Check every line below, and copy those that include "ISTAMBU".

**** SOURCE DATA ****

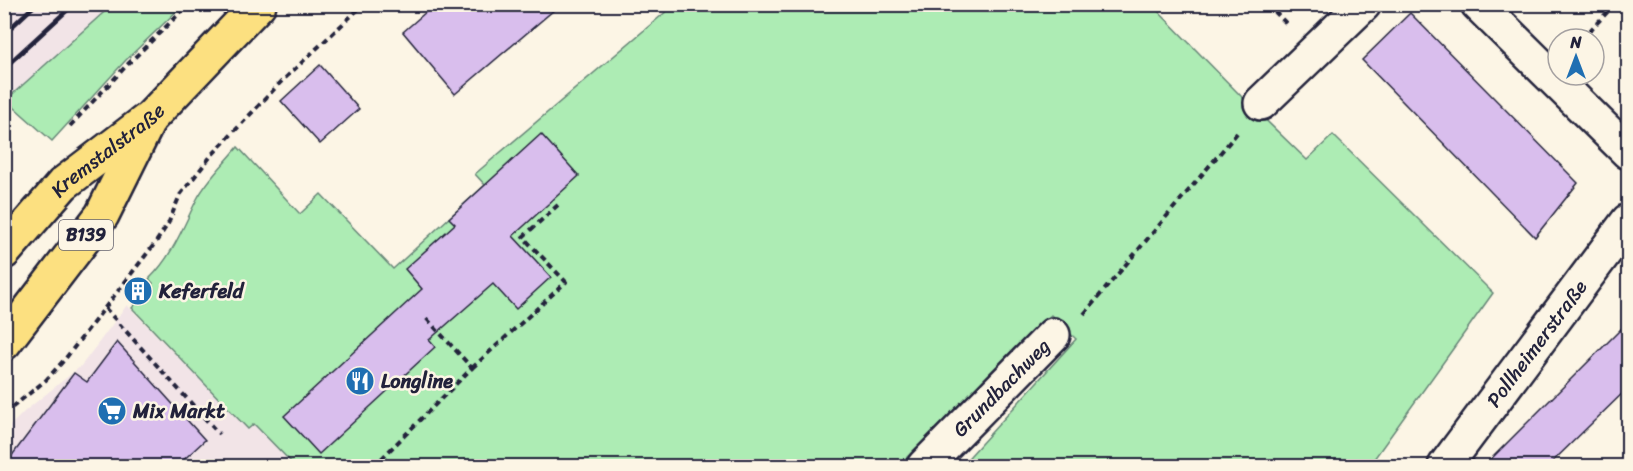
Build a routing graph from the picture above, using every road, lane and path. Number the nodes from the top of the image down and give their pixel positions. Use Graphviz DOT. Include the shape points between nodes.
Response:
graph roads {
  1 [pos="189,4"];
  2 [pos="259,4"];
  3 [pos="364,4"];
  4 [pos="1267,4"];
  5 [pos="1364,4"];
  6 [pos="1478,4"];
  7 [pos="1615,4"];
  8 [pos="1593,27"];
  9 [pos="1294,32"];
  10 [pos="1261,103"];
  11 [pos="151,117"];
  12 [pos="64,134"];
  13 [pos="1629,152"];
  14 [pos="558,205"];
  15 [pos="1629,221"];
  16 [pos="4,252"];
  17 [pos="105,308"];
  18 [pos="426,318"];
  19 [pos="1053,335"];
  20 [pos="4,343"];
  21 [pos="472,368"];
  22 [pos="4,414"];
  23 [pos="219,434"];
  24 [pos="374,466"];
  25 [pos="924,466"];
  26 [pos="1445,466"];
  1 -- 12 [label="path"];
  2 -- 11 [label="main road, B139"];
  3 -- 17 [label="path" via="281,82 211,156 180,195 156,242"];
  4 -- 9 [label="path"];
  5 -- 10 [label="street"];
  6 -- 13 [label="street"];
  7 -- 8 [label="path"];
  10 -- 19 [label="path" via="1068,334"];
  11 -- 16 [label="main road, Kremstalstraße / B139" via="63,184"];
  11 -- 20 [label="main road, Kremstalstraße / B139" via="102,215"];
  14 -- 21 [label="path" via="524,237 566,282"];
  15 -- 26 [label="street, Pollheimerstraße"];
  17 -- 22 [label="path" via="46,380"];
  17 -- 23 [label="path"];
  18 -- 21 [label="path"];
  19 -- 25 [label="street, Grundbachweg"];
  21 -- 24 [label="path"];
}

****
**** SOURCE DATA ****

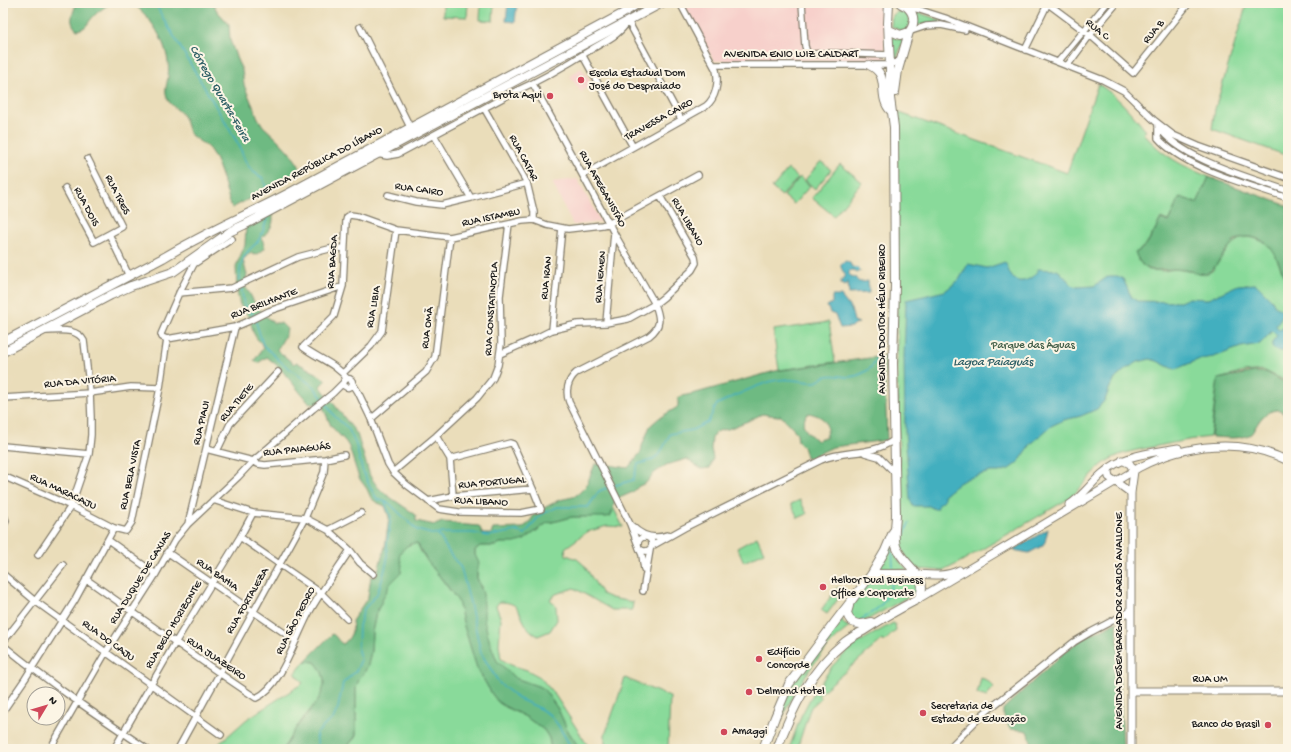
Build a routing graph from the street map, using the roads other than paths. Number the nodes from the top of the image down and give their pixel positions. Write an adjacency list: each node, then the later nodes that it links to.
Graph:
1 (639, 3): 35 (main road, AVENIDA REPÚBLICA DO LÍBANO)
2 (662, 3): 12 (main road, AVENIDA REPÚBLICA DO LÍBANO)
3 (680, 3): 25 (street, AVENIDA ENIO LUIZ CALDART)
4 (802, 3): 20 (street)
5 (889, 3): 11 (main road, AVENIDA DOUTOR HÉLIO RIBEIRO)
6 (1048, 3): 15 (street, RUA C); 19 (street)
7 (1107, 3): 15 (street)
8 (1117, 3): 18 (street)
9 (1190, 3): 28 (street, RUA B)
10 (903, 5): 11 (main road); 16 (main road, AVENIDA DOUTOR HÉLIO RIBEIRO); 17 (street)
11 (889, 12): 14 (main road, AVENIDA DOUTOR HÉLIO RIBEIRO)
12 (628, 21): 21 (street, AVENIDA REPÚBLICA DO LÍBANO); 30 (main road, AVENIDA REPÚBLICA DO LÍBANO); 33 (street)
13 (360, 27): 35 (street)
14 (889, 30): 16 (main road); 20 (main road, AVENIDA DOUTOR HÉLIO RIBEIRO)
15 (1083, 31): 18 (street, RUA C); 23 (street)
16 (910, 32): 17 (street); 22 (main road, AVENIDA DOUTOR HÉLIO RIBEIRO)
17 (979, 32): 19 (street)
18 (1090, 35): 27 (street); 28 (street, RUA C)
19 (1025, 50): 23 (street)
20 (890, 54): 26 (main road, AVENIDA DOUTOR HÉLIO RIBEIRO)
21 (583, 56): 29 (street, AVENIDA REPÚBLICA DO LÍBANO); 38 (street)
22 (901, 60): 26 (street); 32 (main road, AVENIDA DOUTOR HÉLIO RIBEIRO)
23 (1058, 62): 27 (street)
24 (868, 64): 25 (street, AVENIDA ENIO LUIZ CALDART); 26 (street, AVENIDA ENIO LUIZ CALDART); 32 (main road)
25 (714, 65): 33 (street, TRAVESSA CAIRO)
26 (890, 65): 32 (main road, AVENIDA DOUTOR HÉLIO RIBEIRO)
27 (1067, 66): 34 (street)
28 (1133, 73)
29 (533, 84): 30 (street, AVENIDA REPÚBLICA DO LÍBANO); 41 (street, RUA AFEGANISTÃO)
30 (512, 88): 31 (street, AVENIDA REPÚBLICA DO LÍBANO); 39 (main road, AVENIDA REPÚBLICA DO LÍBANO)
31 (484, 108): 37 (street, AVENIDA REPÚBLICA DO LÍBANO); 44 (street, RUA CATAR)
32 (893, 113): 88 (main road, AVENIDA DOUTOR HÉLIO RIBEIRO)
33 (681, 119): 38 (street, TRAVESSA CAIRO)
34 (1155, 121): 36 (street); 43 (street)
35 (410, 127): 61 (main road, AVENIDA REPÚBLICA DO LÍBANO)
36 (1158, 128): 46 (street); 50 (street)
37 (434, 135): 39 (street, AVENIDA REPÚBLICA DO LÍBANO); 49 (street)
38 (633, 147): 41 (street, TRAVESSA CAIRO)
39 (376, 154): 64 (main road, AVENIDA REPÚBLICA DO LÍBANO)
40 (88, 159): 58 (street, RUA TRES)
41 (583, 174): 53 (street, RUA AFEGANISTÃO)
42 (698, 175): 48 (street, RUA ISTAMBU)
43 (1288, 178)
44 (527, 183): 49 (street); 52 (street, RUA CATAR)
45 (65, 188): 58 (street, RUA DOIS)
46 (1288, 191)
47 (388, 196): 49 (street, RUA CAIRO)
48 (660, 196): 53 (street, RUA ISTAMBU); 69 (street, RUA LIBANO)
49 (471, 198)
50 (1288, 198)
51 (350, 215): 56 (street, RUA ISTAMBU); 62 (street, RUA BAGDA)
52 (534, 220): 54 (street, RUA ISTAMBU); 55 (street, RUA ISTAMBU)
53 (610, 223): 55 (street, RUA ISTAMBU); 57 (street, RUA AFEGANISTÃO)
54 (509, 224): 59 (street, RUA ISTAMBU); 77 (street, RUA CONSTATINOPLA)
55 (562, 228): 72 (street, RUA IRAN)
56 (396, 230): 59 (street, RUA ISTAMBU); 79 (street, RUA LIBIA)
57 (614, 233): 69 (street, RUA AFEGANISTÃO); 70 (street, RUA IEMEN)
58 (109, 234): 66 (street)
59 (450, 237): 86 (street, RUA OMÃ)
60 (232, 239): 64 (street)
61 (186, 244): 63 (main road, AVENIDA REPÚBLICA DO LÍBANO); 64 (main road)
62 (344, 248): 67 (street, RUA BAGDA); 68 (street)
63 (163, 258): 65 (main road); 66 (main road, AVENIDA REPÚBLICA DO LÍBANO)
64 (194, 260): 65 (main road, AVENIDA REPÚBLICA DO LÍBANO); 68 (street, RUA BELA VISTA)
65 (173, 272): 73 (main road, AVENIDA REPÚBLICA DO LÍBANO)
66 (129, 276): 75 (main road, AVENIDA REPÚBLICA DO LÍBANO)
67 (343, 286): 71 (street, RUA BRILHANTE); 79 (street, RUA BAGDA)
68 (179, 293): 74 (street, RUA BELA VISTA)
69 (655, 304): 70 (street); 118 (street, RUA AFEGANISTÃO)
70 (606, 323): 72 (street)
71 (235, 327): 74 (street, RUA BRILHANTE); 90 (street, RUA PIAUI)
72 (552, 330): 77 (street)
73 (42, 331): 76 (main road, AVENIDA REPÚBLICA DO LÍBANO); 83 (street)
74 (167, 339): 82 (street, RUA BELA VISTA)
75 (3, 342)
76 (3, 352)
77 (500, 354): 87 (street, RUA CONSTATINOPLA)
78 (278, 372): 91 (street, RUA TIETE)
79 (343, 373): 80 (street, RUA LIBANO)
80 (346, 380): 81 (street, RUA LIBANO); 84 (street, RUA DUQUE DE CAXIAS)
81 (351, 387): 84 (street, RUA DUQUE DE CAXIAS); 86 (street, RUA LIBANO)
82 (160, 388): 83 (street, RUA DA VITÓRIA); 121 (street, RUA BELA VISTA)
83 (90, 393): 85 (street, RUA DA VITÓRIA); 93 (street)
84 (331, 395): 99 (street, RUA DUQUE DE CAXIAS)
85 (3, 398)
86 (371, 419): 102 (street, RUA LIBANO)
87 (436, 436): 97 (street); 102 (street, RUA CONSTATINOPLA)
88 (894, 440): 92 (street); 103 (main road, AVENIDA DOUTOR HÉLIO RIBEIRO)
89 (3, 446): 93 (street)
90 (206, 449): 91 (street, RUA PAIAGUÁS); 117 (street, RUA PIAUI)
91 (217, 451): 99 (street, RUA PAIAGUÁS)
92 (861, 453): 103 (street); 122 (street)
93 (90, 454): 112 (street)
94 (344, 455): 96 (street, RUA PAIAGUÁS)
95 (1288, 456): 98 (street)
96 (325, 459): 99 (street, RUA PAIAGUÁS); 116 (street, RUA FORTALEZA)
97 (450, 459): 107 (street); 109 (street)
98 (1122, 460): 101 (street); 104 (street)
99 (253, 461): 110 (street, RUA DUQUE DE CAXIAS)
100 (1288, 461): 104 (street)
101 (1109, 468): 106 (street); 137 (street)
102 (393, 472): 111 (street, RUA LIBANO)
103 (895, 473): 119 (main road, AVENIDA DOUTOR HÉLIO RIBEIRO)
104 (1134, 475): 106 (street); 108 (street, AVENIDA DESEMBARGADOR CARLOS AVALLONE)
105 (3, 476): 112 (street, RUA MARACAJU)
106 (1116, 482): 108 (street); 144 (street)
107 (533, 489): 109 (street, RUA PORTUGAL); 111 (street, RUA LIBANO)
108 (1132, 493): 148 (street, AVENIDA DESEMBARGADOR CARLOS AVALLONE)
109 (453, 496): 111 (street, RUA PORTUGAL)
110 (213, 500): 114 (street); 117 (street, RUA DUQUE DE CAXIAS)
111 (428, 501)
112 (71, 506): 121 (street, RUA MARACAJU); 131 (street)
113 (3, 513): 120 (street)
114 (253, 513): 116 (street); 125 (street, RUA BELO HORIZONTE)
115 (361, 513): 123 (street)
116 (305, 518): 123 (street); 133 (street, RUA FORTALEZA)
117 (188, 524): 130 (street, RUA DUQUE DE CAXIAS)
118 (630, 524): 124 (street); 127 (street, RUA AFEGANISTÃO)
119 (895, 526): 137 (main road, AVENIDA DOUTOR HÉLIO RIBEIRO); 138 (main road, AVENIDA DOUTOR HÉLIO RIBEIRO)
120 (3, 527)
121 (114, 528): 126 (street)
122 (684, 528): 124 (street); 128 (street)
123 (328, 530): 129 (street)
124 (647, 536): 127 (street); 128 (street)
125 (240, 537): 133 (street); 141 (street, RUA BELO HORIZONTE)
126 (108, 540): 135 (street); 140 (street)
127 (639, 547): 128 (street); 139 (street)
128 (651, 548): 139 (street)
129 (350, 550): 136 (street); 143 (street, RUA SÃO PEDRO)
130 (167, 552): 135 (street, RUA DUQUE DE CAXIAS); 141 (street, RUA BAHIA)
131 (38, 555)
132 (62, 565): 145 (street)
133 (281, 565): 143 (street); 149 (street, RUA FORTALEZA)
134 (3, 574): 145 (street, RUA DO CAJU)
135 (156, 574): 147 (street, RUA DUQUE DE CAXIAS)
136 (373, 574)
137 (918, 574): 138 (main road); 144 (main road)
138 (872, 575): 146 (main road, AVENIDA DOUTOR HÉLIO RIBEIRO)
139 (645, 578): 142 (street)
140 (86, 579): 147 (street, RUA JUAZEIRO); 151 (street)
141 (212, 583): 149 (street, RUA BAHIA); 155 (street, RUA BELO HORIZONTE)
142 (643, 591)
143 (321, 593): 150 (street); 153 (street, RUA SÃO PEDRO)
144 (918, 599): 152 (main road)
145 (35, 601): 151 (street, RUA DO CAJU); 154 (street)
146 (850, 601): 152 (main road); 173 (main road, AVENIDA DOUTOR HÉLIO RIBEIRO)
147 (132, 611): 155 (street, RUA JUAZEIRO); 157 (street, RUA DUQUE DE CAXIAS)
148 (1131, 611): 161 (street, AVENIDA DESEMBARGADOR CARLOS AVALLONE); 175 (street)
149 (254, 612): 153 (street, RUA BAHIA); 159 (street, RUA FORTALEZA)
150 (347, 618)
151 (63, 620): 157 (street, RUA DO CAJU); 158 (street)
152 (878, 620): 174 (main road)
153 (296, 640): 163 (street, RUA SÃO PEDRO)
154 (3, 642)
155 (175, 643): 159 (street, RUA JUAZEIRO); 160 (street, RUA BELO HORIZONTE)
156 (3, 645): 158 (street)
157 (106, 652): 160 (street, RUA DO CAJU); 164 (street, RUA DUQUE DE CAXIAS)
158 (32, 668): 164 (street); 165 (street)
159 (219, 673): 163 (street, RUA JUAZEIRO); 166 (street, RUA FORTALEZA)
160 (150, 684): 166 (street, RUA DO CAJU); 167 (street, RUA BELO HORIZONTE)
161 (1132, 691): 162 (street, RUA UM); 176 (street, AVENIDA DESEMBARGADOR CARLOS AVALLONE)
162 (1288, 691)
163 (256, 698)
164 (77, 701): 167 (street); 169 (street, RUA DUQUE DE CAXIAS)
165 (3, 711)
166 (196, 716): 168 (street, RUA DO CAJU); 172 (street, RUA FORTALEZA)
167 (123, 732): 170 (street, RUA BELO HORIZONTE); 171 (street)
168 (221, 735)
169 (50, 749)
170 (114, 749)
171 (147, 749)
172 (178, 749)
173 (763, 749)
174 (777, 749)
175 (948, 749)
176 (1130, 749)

****

• [THE ANSWER]:
42 (698, 175): 48 (street, RUA ISTAMBU)
48 (660, 196): 53 (street, RUA ISTAMBU); 69 (street, RUA LIBANO)
51 (350, 215): 56 (street, RUA ISTAMBU); 62 (street, RUA BAGDA)
52 (534, 220): 54 (street, RUA ISTAMBU); 55 (street, RUA ISTAMBU)
53 (610, 223): 55 (street, RUA ISTAMBU); 57 (street, RUA AFEGANISTÃO)
54 (509, 224): 59 (street, RUA ISTAMBU); 77 (street, RUA CONSTATINOPLA)
56 (396, 230): 59 (street, RUA ISTAMBU); 79 (street, RUA LIBIA)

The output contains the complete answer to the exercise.